Left. Mean functions for the hue-scaling (blueline, closed circles) or hue-similarity (red-line, open circles) tasks. Right. Differences between the mean functions (closed circles). Significant differences are denoted by asterisks (not corrected for multiple comparisons). Lines plot the function 8*sin(4*hueangle) for the hue-scaling (solid) and hue-similarity (dashed) functions.
We also assessed the magnitude of the differences at each stimulus angle, using separate t-tests at each angle. This comparison hints at a trend for the differences to be most reliable around the nominal stimulus angles ranging from 90° to 130° (a range varying in appearance from purple to blue), where observers tended to describe the hue as bluer in the hue-similarity task (p < .05) (again consistent with giving a higher weight to the dominant primary in the scaling task). Only two other stimulus angles near orange and red (330° and 360°) showed a difference. However, these comparisons are not significant when corrected for multiple comparisons, and would require confirmation by an independent experiment.

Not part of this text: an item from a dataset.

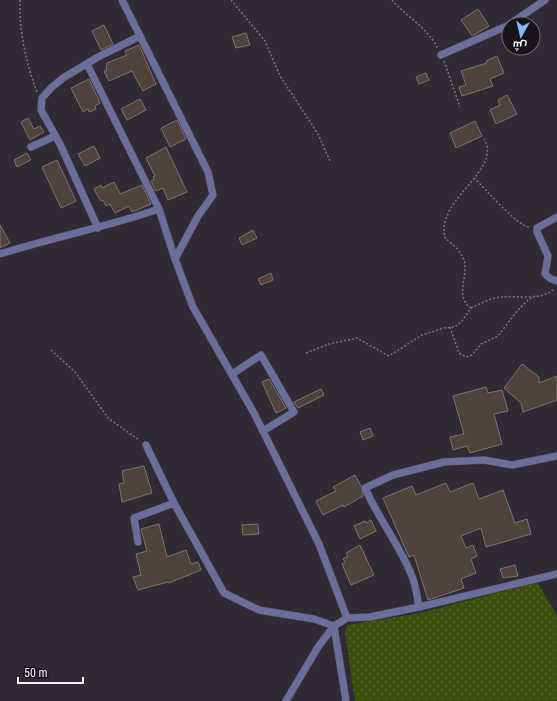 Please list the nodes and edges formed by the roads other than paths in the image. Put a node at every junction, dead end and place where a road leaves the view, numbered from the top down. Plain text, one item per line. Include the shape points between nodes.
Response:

To explore these differences we examined scatter plots comparing the observers’ settings on the two tasks at each stimulus angle (see Figure 6). These did not point to an obvious basis for the mean differences in the purple settings, but instead revealed a conspicuous difference in performance across the tasks. In particular, for a number of angles there was a tendency to respond more discretely in the hue scaling task (so that the individual settings tend to be stacked vertically). This is most evident in the plots for 140° and 300°. Many observers described these stimuli as close to 100% blue or 100% yellow in the scaling task but showed more variability in the similarity task. Similar trends are suggested for the 120° and 130° stimulus angles. Moreover, the 100° stimulus is suggestive of two clusters of observers who differed in whether they classified the stimulus as a roughly balanced purple (equal red and blue) or as a much bluer purple. As discussed below, the R-B quadrant also showed the clearest difference in the magnitude of categorical bias between the tasks, with a stronger bias for the hue-scaling task.
Fig. 6.
Scatter plots of observers’ responses on the hue-scaling (percentage) and hue-similarity (compass) tasks for the 5 consecutive angles (90° – 130°) for which there was a significant difference in the responses between tasks (see Fig. 5). Note the tendency for observers to behave more discretely on the hue-scaling task (e.g. at 100° and120°). A similar trend also occurs at angles 140° and 300°, for which the mean settings did not differ between the tasks.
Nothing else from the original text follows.